##### GIVEN DATA #####
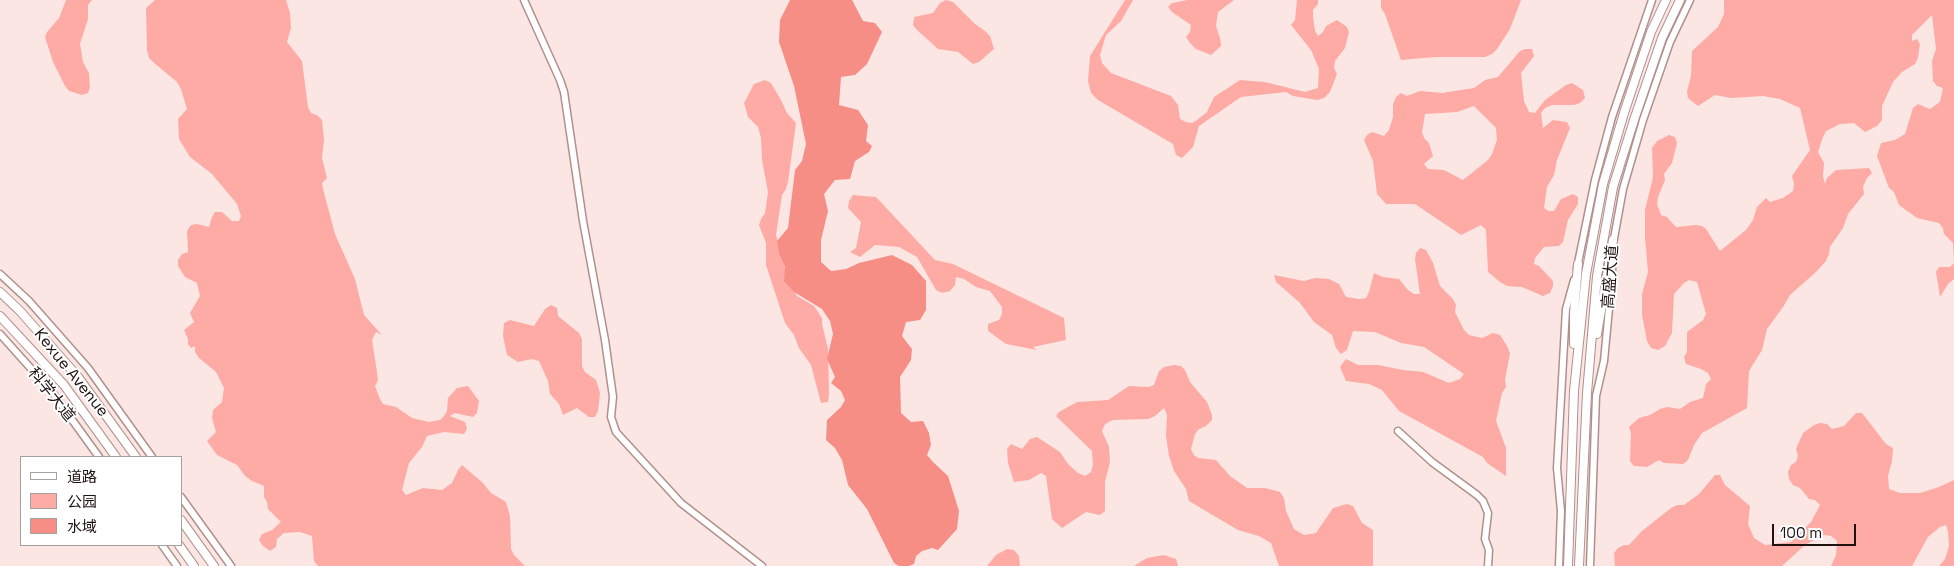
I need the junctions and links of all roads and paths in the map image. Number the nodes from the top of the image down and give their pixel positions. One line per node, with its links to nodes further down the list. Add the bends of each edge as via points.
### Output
1 (524, 0): 27 (main road, via 564,92 613,397 611,417 616,432 681,503)
2 (1652, 0): 7 (main road, 高盛大道, via 1612,117)
3 (1666, 0): 12 (highway, 高盛大道, via 1648,41 1603,184 1586,274)
4 (1680, 0): 13 (highway, 高盛大道, via 1662,38 1613,187 1597,276)
5 (1690, 0): 6 (main road, 高盛大道, via 1670,42 1643,120)
6 (1612, 240): 13 (highway); 32 (main road, 高盛大道, via 1604,361 1596,396)
7 (1578, 264): 12 (highway); 29 (main road, 高盛大道, via 1566,309 1557,468 1561,511)
8 (0, 274): 18 (main road, via 88,368)
9 (0, 292): 17 (highway, Kexue Avenue, via 78,377)
10 (0, 316): 16 (highway, Kexue Avenue, via 64,385)
11 (0, 334): 15 (main road, 科学大道, via 52,392)
12 (1574, 391): 30 (highway, 高盛大道)
13 (1587, 393): 31 (highway, 高盛大道)
14 (1398, 432): 28 (main road, via 1483,501 1488,513 1485,539 1489,550)
15 (98, 456)
16 (115, 456)
17 (135, 456)
18 (151, 456)
19 (182, 498): 26 (main road)
20 (182, 521): 25 (highway)
21 (163, 546): 23 (main road)
22 (180, 546): 24 (highway)
23 (177, 566)
24 (194, 566)
25 (214, 566)
26 (231, 566)
27 (762, 566)
28 (1488, 566)
29 (1559, 566)
30 (1568, 566)
31 (1579, 566)
32 (1590, 566)

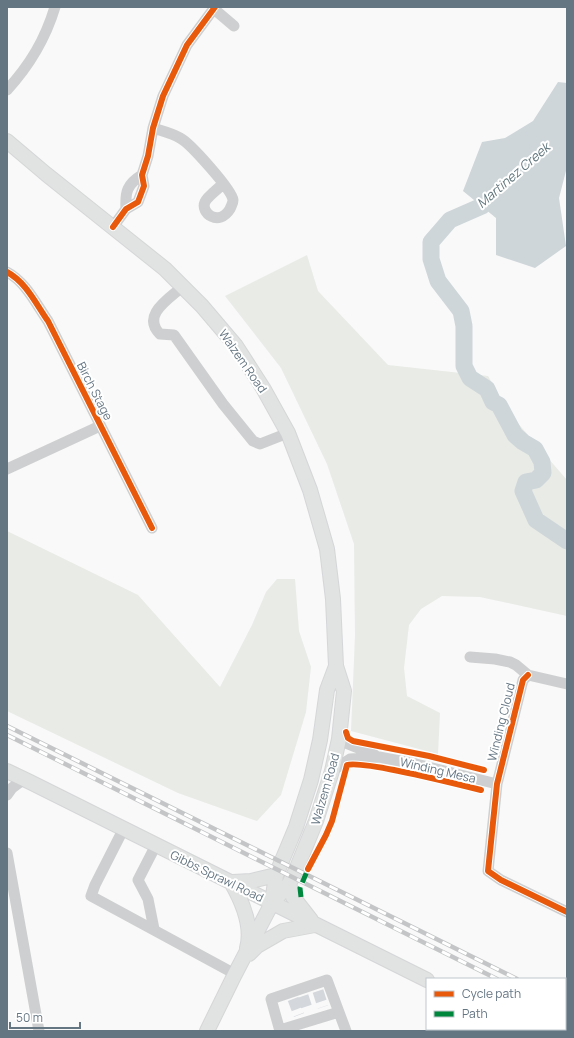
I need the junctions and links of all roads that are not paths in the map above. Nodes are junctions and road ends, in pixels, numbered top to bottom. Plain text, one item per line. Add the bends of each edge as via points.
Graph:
1 (55, 7) edge
2 (214, 8) edge
3 (234, 26) dead end
4 (7, 90) edge
5 (153, 128) junction
6 (7, 141) edge
7 (223, 184) dead end
8 (113, 227) junction
9 (7, 272) edge
10 (182, 287) junction
11 (100, 426) junction
12 (288, 433) junction
13 (7, 469) edge
14 (152, 528) dead end
15 (470, 657) dead end
16 (336, 666) junction
17 (528, 675) junction
18 (567, 684) edge
19 (339, 739) junction
20 (379, 757) junction
21 (7, 771) edge
22 (332, 771) junction
23 (24, 779) junction
24 (497, 784) junction
25 (7, 795) edge
26 (124, 828) junction
27 (156, 845) junction
28 (7, 853) edge
29 (276, 875) junction
30 (231, 882) junction
31 (290, 884) junction
32 (272, 903) junction
33 (567, 912) edge
34 (316, 925) junction
35 (154, 929) junction
36 (244, 958) junction
37 (235, 974) junction
38 (426, 980) edge
39 (339, 1012) junction
40 (40, 1031) edge
41 (207, 1031) edge
42 (280, 1031) edge
43 (346, 1031) edge

1 - 4 street via 49,28 34,56
2 - 3 street
2 - 5 street via 187,45 163,96
5 - 7 street via 180,138 194,149
5 - 8 street via 142,175 132,181 125,196 126,209
6 - 8 main road, Walzem Road
8 - 10 main road, Walzem Road via 165,269
9 - 11 street, Birch Stage via 15,276 29,292 48,321
10 - 12 main road, Walzem Road via 236,346
10 - 12 street via 156,312 154,328 160,334 174,335 253,441 260,444
11 - 13 street
11 - 14 street, Birch Stage
12 - 16 main road, Walzem Road via 310,490 326,549 334,599
15 - 17 street via 510,662
16 - 19 main road, Walzem Road via 344,691
16 - 29 main road, Walzem Road via 327,690 320,740 306,801
17 - 18 street
17 - 24 street, Winding Cloud via 523,680
19 - 20 street, Winding Mesa
19 - 22 main road, Walzem Road
20 - 22 street, Winding Mesa via 350,759
20 - 24 street, Winding Mesa
21 - 23 main road, Gibbs Sprawl Road
22 - 31 main road, Walzem Road via 311,834
23 - 25 street
23 - 26 main road, Gibbs Sprawl Road
24 - 33 street, Winding Cloud via 488,871 500,880
26 - 27 main road, Gibbs Sprawl Road
26 - 35 street via 91,896
27 - 30 main road, Gibbs Sprawl Road
27 - 35 street via 138,880 148,900
28 - 40 street
29 - 30 main road via 251,881
29 - 32 main road, Walzem Road
30 - 32 main road, Gibbs Sprawl Road
30 - 36 main road via 246,917 249,940
31 - 32 main road, Walzem Road
31 - 34 main road via 293,897 306,916
32 - 34 main road, Gibbs Sprawl Road
32 - 36 main road, Walzem Road
34 - 36 main road via 283,930
34 - 38 main road, Gibbs Sprawl Road
35 - 37 street
36 - 37 main road, Walzem Road
37 - 41 main road, Walzem Road
39 - 42 street via 324,1011 305,1017
39 - 42 street via 327,980 297,994 270,999
39 - 43 street

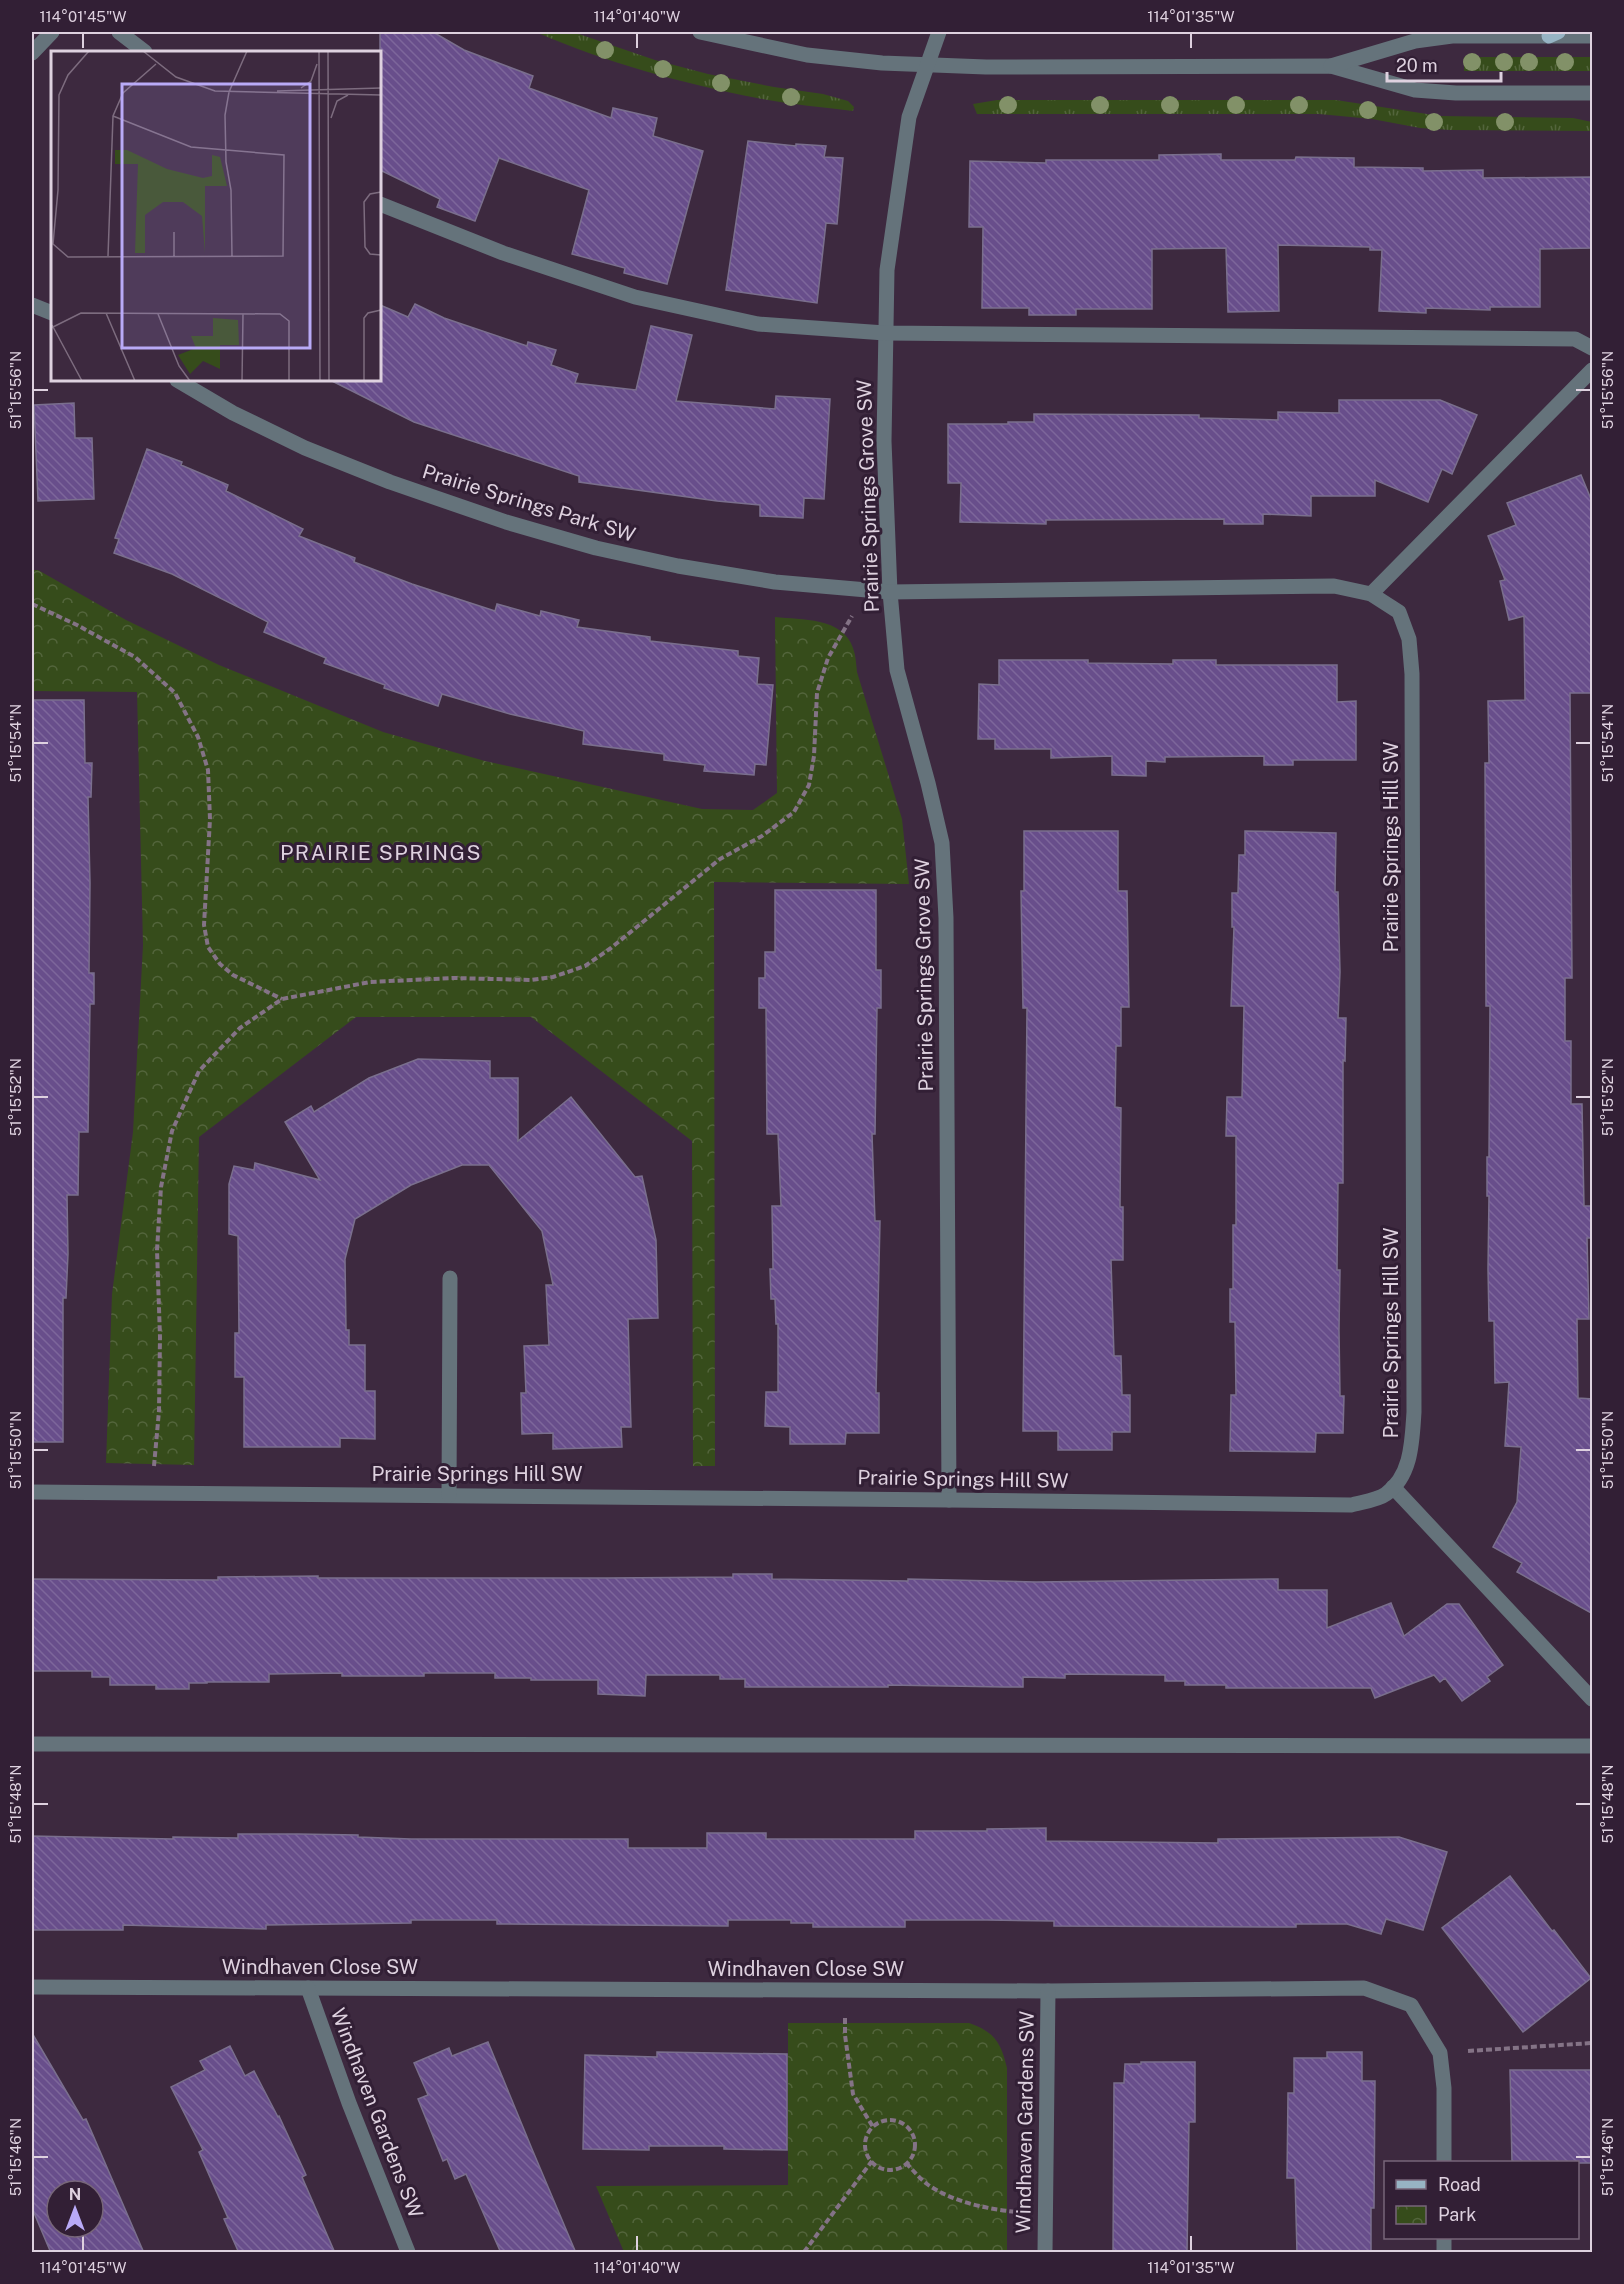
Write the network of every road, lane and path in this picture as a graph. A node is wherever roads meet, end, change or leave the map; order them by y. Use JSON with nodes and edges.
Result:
{"nodes":[{"id":1,"x":52,"y":32,"type":"edge"},
{"id":2,"x":119,"y":32,"type":"edge"},
{"id":3,"x":700,"y":32,"type":"edge"},
{"id":4,"x":939,"y":32,"type":"edge"},
{"id":5,"x":1554,"y":34,"type":"edge"},
{"id":6,"x":1593,"y":36,"type":"edge"},
{"id":7,"x":144,"y":51,"type":"edge"},
{"id":8,"x":32,"y":53,"type":"edge"},
{"id":9,"x":927,"y":65,"type":"junction"},
{"id":10,"x":1331,"y":66,"type":"junction"},
{"id":11,"x":1593,"y":93,"type":"edge"},
{"id":12,"x":381,"y":204,"type":"edge"},
{"id":13,"x":32,"y":305,"type":"edge"},
{"id":14,"x":51,"y":313,"type":"edge"},
{"id":15,"x":885,"y":333,"type":"junction"},
{"id":16,"x":1593,"y":348,"type":"edge"},
{"id":17,"x":1593,"y":369,"type":"edge"},
{"id":18,"x":179,"y":381,"type":"edge"},
{"id":19,"x":867,"y":590,"type":"junction"},
{"id":20,"x":890,"y":592,"type":"junction"},
{"id":21,"x":1371,"y":594,"type":"junction"},
{"id":22,"x":32,"y":604,"type":"edge"},
{"id":23,"x":282,"y":999,"type":"junction"},
{"id":24,"x":450,"y":1278,"type":"dead end"},
{"id":25,"x":1393,"y":1488,"type":"junction"},
{"id":26,"x":32,"y":1492,"type":"edge"},
{"id":27,"x":152,"y":1493,"type":"junction"},
{"id":28,"x":449,"y":1495,"type":"junction"},
{"id":29,"x":950,"y":1500,"type":"junction"},
{"id":30,"x":1593,"y":1699,"type":"edge"},
{"id":31,"x":32,"y":1744,"type":"edge"},
{"id":32,"x":1593,"y":1746,"type":"edge"},
{"id":33,"x":32,"y":1987,"type":"edge"},
{"id":34,"x":308,"y":1988,"type":"junction"},
{"id":35,"x":845,"y":1990,"type":"junction"},
{"id":36,"x":1048,"y":1991,"type":"junction"},
{"id":37,"x":1593,"y":2043,"type":"edge"},
{"id":38,"x":1440,"y":2053,"type":"junction"},
{"id":39,"x":873,"y":2127,"type":"junction"},
{"id":40,"x":872,"y":2161,"type":"junction"},
{"id":41,"x":1444,"y":2161,"type":"edge"},
{"id":42,"x":906,"y":2163,"type":"junction"},
{"id":43,"x":1045,"y":2216,"type":"junction"},
{"id":44,"x":408,"y":2253,"type":"edge"},
{"id":45,"x":804,"y":2253,"type":"edge"},
{"id":46,"x":1045,"y":2253,"type":"edge"}],
"edges":[{"from":1,"to":8,"type":"street"},
{"from":2,"to":7,"type":"street"},
{"from":3,"to":9,"type":"street"},
{"from":4,"to":9,"type":"street","name":"Prairie Springs Grove SW"},
{"from":5,"to":6,"type":"street"},
{"from":5,"to":10,"type":"street"},
{"from":9,"to":10,"type":"street"},
{"from":9,"to":15,"type":"street","name":"Prairie Springs Grove SW"},
{"from":10,"to":11,"type":"street"},
{"from":12,"to":15,"type":"street"},
{"from":13,"to":14,"type":"street"},
{"from":15,"to":16,"type":"street"},
{"from":15,"to":20,"type":"street","name":"Prairie Springs Grove SW"},
{"from":17,"to":21,"type":"street"},
{"from":18,"to":19,"type":"street","name":"Prairie Springs Park SW"},
{"from":19,"to":20,"type":"street","name":"Prairie Springs Park SW"},
{"from":19,"to":23,"type":"path"},
{"from":20,"to":21,"type":"street","name":"Prairie Springs Hill SW"},
{"from":20,"to":29,"type":"street","name":"Prairie Springs Grove SW"},
{"from":21,"to":25,"type":"street","name":"Prairie Springs Hill SW"},
{"from":22,"to":23,"type":"path"},
{"from":23,"to":27,"type":"path"},
{"from":24,"to":28,"type":"street"},
{"from":25,"to":29,"type":"street","name":"Prairie Springs Hill SW"},
{"from":25,"to":30,"type":"street"},
{"from":26,"to":27,"type":"street","name":"Prairie Springs Hill SW"},
{"from":27,"to":28,"type":"street","name":"Prairie Springs Hill SW"},
{"from":28,"to":29,"type":"street","name":"Prairie Springs Hill SW"},
{"from":31,"to":32,"type":"street"},
{"from":33,"to":34,"type":"street","name":"Windhaven Close SW"},
{"from":34,"to":35,"type":"street","name":"Windhaven Close SW"},
{"from":34,"to":44,"type":"street","name":"Windhaven Gardens SW"},
{"from":35,"to":36,"type":"street","name":"Windhaven Close SW"},
{"from":35,"to":39,"type":"path"},
{"from":36,"to":38,"type":"street","name":"Windhaven Close SW"},
{"from":36,"to":43,"type":"street","name":"Windhaven Gardens SW"},
{"from":37,"to":38,"type":"path"},
{"from":38,"to":41,"type":"street","name":"Windhaven Close SW"},
{"from":39,"to":40,"type":"path"},
{"from":39,"to":42,"type":"path"},
{"from":40,"to":42,"type":"path"},
{"from":40,"to":45,"type":"path"},
{"from":42,"to":43,"type":"path"},
{"from":43,"to":46,"type":"street","name":"Windhaven Gardens SW"}]}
#####
:: DESCRIPTION OF THE TASK ::
Nothing but the lines holding the word "Park" should be returned from the listing above.

:: ANSWER AREA ::
{"from":18,"to":19,"type":"street","name":"Prairie Springs Park SW"},
{"from":19,"to":20,"type":"street","name":"Prairie Springs Park SW"},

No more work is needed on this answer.